Stored items from a collection:
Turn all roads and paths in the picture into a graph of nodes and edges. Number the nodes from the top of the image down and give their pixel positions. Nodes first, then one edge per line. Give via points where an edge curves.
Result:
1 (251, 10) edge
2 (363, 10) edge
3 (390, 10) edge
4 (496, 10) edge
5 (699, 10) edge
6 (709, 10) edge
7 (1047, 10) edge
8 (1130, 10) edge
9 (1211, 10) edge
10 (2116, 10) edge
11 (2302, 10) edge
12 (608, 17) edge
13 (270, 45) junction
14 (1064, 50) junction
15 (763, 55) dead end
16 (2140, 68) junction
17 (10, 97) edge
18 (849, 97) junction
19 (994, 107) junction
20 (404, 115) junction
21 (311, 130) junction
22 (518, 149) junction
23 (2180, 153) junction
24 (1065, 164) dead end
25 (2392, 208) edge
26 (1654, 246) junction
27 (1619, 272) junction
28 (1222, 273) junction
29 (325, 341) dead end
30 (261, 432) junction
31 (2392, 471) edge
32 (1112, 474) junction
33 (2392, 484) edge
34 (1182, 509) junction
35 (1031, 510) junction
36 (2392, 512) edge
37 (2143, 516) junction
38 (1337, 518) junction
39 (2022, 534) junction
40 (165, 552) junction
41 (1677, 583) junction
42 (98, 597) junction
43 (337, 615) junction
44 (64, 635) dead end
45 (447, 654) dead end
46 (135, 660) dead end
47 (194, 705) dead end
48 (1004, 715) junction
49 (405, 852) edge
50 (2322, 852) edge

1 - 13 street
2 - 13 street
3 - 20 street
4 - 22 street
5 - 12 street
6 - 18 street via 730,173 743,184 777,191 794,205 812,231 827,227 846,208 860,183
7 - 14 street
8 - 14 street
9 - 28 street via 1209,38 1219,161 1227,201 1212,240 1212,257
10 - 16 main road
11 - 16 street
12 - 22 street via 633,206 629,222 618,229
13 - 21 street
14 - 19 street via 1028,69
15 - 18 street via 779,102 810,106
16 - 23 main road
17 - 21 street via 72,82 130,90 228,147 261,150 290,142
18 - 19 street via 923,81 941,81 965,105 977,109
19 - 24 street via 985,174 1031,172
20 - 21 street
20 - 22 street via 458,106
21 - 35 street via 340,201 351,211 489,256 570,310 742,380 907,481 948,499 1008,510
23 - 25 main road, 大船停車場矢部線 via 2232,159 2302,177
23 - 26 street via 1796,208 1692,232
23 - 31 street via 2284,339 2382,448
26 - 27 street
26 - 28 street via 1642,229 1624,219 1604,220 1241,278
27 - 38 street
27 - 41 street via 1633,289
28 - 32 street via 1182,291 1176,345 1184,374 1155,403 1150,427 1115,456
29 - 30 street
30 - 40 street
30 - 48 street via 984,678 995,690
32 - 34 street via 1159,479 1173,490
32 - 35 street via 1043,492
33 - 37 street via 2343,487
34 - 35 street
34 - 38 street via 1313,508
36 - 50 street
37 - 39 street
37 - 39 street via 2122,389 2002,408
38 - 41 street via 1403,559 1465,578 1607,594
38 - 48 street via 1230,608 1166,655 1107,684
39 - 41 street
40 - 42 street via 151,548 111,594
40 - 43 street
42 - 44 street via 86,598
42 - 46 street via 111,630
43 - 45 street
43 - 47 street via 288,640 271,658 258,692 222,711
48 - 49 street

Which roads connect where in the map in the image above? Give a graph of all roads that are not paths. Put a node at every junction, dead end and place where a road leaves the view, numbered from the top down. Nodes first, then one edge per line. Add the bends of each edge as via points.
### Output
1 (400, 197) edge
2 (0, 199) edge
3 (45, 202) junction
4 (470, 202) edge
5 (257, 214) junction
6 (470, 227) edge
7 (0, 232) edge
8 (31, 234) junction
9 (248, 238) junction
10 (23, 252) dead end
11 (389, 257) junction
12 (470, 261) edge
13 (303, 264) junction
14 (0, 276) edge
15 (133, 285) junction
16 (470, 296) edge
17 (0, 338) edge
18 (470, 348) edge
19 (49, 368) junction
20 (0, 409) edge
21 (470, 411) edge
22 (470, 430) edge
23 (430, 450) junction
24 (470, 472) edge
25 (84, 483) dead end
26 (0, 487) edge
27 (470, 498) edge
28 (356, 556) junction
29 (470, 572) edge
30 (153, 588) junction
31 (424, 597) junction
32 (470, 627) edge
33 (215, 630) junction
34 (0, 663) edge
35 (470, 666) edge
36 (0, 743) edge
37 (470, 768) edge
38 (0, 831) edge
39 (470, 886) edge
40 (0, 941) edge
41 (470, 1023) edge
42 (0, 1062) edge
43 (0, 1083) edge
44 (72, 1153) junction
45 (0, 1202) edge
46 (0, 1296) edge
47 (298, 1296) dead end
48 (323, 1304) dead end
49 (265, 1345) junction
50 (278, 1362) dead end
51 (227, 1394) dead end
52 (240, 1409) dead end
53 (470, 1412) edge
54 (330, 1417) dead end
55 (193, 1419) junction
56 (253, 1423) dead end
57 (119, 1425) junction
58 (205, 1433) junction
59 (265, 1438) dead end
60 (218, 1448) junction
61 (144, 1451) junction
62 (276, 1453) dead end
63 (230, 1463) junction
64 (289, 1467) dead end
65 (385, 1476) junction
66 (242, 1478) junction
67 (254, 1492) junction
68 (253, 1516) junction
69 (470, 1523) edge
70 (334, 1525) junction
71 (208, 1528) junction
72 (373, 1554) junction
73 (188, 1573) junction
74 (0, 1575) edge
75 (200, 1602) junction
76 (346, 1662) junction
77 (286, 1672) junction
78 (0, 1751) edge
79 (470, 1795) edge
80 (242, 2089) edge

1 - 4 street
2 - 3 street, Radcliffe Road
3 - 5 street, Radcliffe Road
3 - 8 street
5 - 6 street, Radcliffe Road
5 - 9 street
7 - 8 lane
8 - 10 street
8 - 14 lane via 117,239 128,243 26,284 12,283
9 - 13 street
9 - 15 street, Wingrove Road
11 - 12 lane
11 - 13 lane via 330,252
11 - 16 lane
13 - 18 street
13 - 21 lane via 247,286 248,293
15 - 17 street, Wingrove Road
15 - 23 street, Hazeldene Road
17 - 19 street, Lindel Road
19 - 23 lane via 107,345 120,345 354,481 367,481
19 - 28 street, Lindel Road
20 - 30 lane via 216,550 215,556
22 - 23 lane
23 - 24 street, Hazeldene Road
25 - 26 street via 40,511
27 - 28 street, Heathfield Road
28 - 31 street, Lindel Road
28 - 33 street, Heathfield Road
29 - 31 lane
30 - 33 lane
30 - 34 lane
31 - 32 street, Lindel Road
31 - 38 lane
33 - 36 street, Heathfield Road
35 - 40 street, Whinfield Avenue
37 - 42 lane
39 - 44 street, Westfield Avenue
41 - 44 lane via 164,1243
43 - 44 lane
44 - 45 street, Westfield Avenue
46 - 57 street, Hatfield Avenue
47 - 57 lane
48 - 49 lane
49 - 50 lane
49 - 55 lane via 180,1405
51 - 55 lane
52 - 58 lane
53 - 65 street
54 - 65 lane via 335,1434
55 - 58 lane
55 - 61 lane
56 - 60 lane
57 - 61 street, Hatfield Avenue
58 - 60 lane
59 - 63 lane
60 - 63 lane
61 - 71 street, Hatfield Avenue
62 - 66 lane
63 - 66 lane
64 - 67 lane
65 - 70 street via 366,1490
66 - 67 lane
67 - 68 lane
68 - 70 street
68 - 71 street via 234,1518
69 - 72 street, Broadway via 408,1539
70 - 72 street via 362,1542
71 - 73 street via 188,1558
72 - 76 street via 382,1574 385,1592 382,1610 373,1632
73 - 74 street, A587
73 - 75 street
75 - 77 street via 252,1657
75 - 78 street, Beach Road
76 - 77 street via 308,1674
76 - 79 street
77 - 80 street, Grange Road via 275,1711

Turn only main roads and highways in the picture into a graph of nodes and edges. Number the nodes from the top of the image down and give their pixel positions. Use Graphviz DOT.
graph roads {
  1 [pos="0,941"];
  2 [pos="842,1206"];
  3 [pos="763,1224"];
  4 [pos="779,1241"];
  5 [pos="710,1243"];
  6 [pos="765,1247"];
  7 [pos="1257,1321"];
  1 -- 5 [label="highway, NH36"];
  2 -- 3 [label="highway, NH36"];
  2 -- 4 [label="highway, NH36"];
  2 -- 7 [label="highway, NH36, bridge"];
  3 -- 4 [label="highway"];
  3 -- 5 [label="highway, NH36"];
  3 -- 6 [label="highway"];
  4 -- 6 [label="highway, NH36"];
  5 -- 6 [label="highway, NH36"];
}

*Exercise*
A single number is the whole answer: how many lines in the entries hold the word "picture".

*Problem solution*
2